== PROBLEM DETAILS ==
Across the records below, how many lines contain the string "index"? Give the number by itself.

(Pose estimation data)
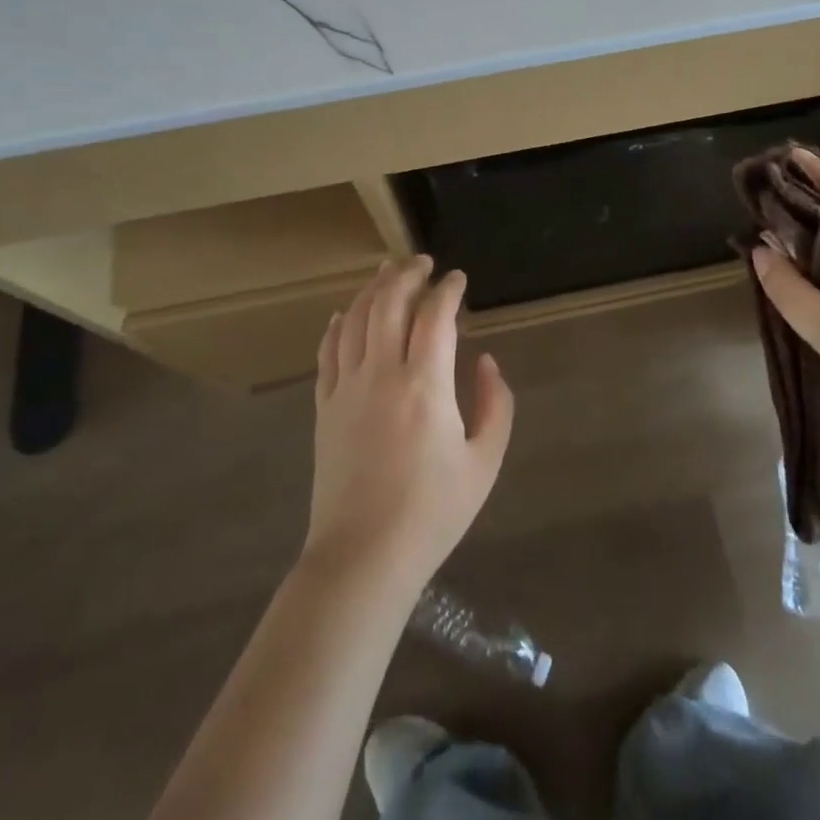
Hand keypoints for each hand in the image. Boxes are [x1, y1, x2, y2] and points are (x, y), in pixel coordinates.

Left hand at [302, 257, 513, 592]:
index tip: (458, 278)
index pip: (435, 315)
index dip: (448, 289)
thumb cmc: (432, 513)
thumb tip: (485, 361)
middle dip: (407, 274)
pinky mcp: (324, 407)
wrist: (363, 557)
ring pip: (355, 319)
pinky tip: (344, 314)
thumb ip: (495, 404)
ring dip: (373, 289)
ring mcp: (346, 388)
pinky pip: (327, 352)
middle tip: (423, 262)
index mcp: (425, 385)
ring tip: (387, 271)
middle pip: (389, 304)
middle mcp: (381, 374)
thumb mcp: (484, 463)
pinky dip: (337, 325)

== ANSWER SPACE ==
4